Mencoba 'Semi-Remote-Working'

Bismillah

Karena sakit, saya memutuskan untuk tidak berangkat ke pabrik selama beberapa hari terakhir. Mencicil pekerjaan yang menumpuk, saya bekerja dari rumah, tapi tidak full. Sebut saja ini 'semi-remote-working', working remotely, tapi separuh sahaja. Separuh bekerja, separuhnya lagi, saya mesti istirahatkan pikiran, fisik, mental, dan pergi ke Rumah Sakit.

Semula saya pikir remote working itu mudah. Di pabrik yang lama, selama setahun, dalam tim kami yang hanya beranggotakan maksimal 7 orang, saya bisa beradaptasi. Bekerja dengan perbedaan waktu 6-7 jam, perbedaan bahasa dan budaya, belum lagi beda usia dan latar belakang. Bahkan, saya baru benar-benar bertemu muka dengan pemilik perusahaan kira-kira setelah 5 bulan memburuh. Komunikasi semuanya via Skype, email, dan project management tools. Cukup mengesankan.

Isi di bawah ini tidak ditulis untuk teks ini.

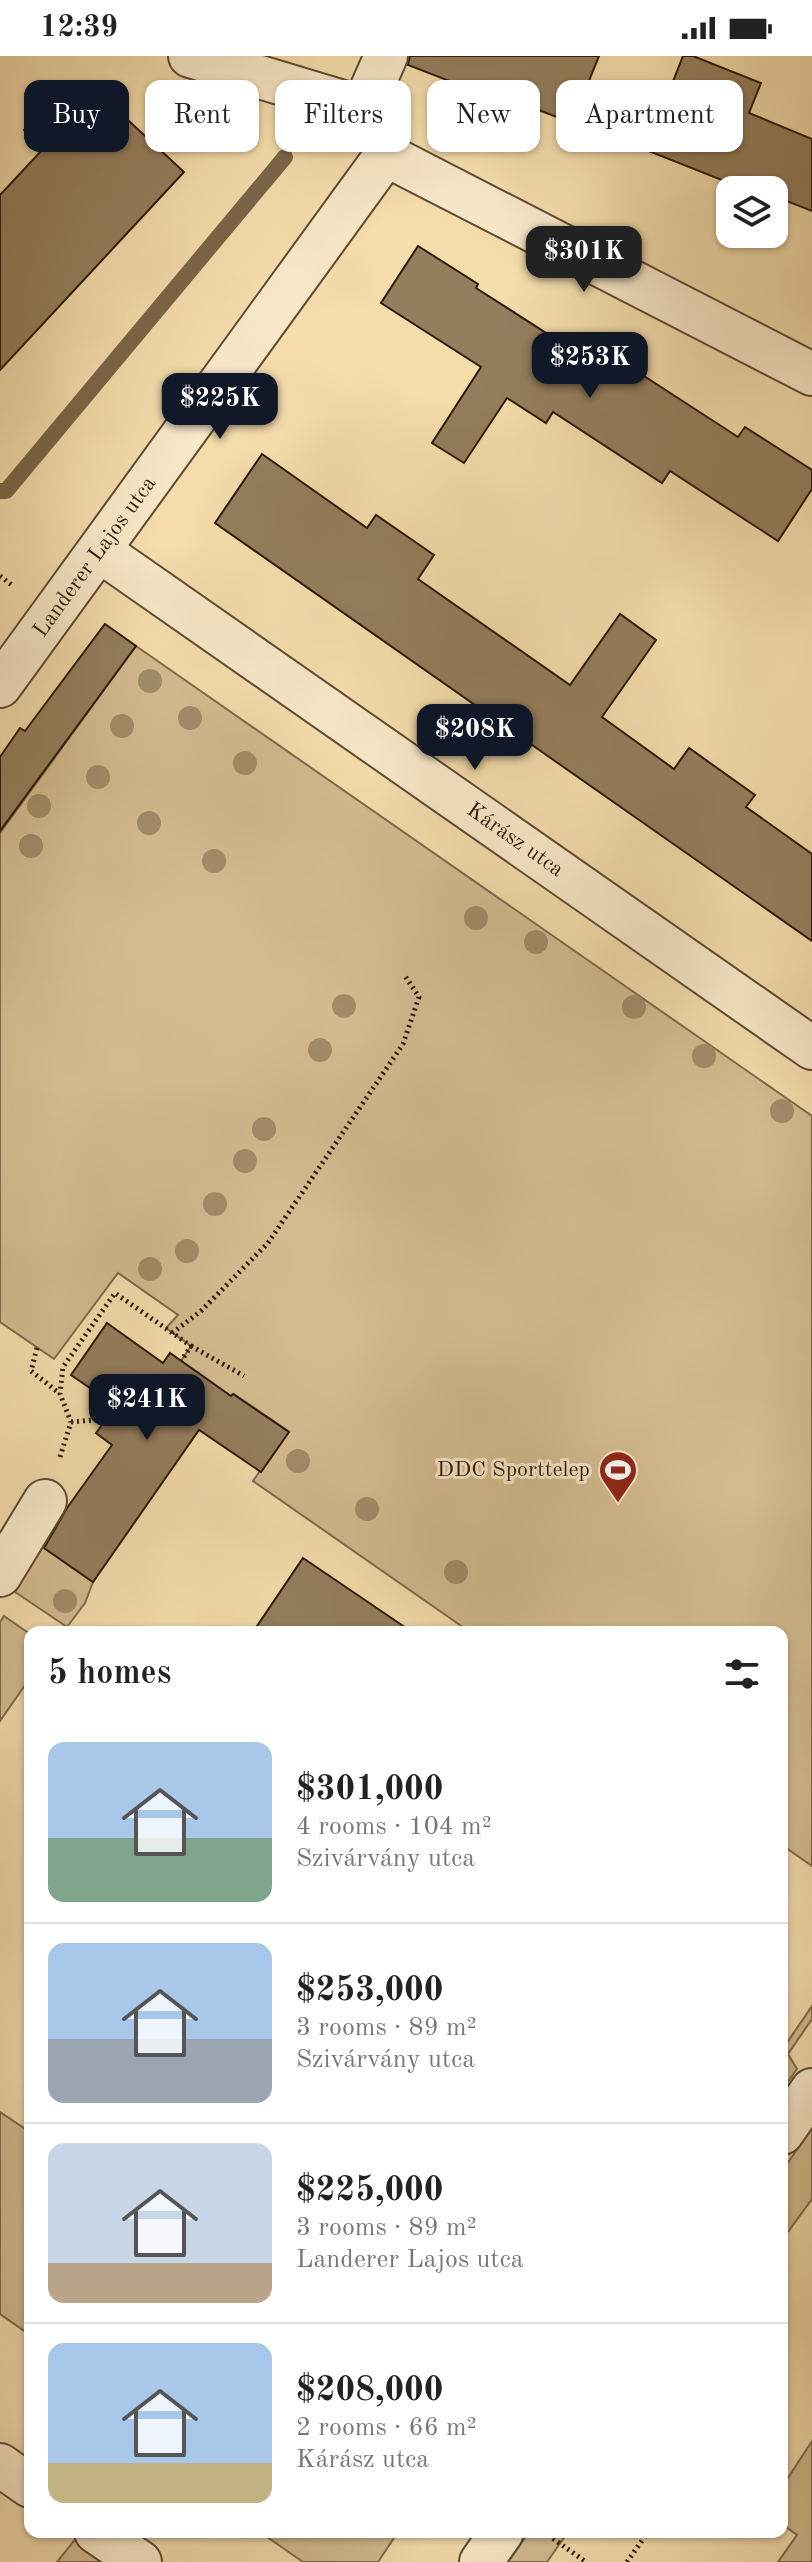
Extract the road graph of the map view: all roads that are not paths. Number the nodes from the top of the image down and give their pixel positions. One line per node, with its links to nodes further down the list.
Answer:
1 (190, 56): 4 (street)
2 (386, 56): 3 (street)
3 (375, 80)
4 (275, 82)
5 (385, 152): 6 (street)
6 (386, 155): 7 (street); 8 (street, Landerer Lajos utca)
7 (812, 374)
8 (100, 551): 9 (street, Landerer Lajos utca); 10 (street, Kárász utca)
9 (0, 686)
10 (812, 1048)
11 (45, 1501): 12 (street)
12 (0, 1575)
13 (812, 2090): 14 (street)
14 (788, 2124)
15 (0, 2465): 16 (street)
16 (24, 2482)
17 (105, 2538): 19 (street)
18 (498, 2538): 20 (street)
19 (140, 2562)
20 (481, 2562)

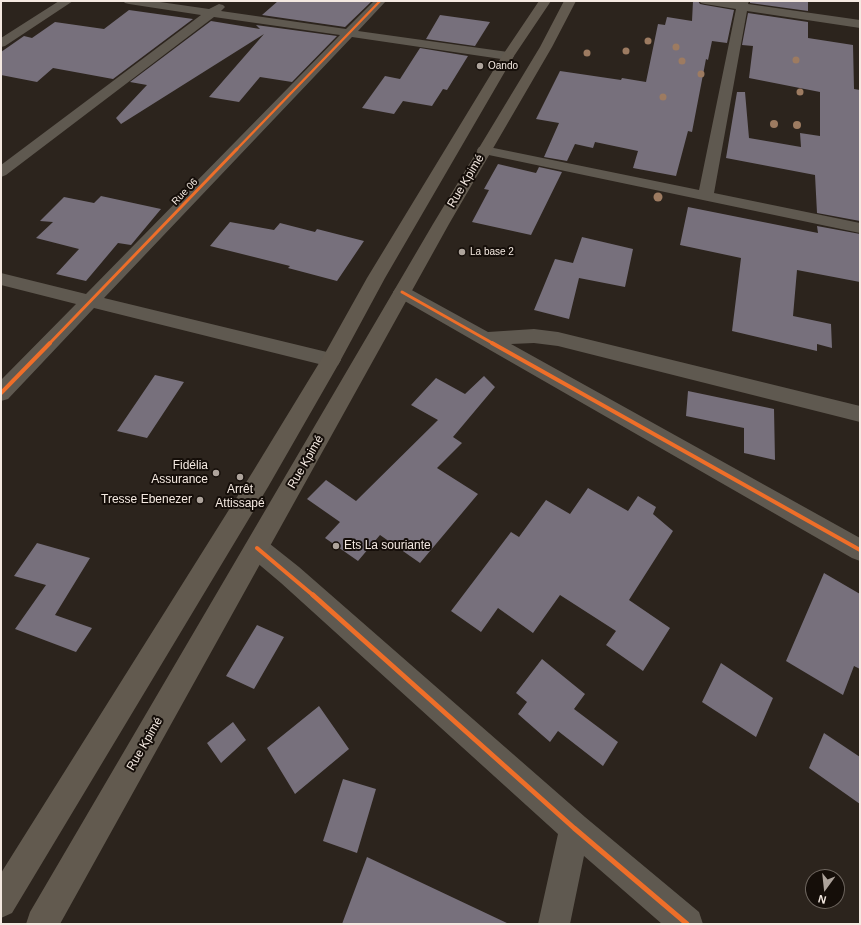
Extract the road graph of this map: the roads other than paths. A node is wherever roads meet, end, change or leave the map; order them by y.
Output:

Karena semakin terpengaruh 37signals dan beberapa orang yang saya kenal bekerja dari rumah (entah karena menjadi freelance programmer dengan client dari luar negeri, atau memang bekerja untuk perusahaan bule), saya pikir ini akan menjadi tren di masa depan. Mari kita lihat positif dan negatifnya, sejauh yang saya alami saja.

Waktu tempuh
Siapapun tahu Jakarta macet. Setiap perjalanan adalah perjuangan melawan stress, polusi, dan emak-emak tanah abang. Dengan bekerja dari rumah, maka waktu tempuh yang 1-2 jam bisa dikonversi menjadi waktu yang lebih produktif. Remote +1.

Go Green
Dengan remote working, saya tidak perlu biaya pertamax (sorry ya, bensin kan buat orang gak mampu), tidak perlu bayar KRL, tidak perlu bayar angkot. Tidak ada transportasi berarti mengurangi emisi. Remote +1.

Kasual = murah
Dengan tidak perlu datang ke kantor, berarti tidak perlu pakai dasi, celana panjang dan sepatu mengkilat. Cukup sarung dan kaos oblong saja. Bangun tidur bisa langsung kerja. Hemat pakaian, hemat air. Ini juga menghilangkan formalitas dan kesan mewah ala kantor, yang menurunkan tingkat kreativitas. Remote +1.

Mood
Ada orang yang baru mood kalau sudah lewat jam 9 malam. Ada juga yang seneng kerja habis subuh, atau dini hari. Lebih tenang mungkin, sambil bakar menyan. Dengan 'dipaksa' bekerja sejak jam 8 pagi hingga 5 sore (dipotong jam istirahat), mungkin hasilnya tidak semaksimal jika jam kerja disesuaikan per karakter orang. Remote +1.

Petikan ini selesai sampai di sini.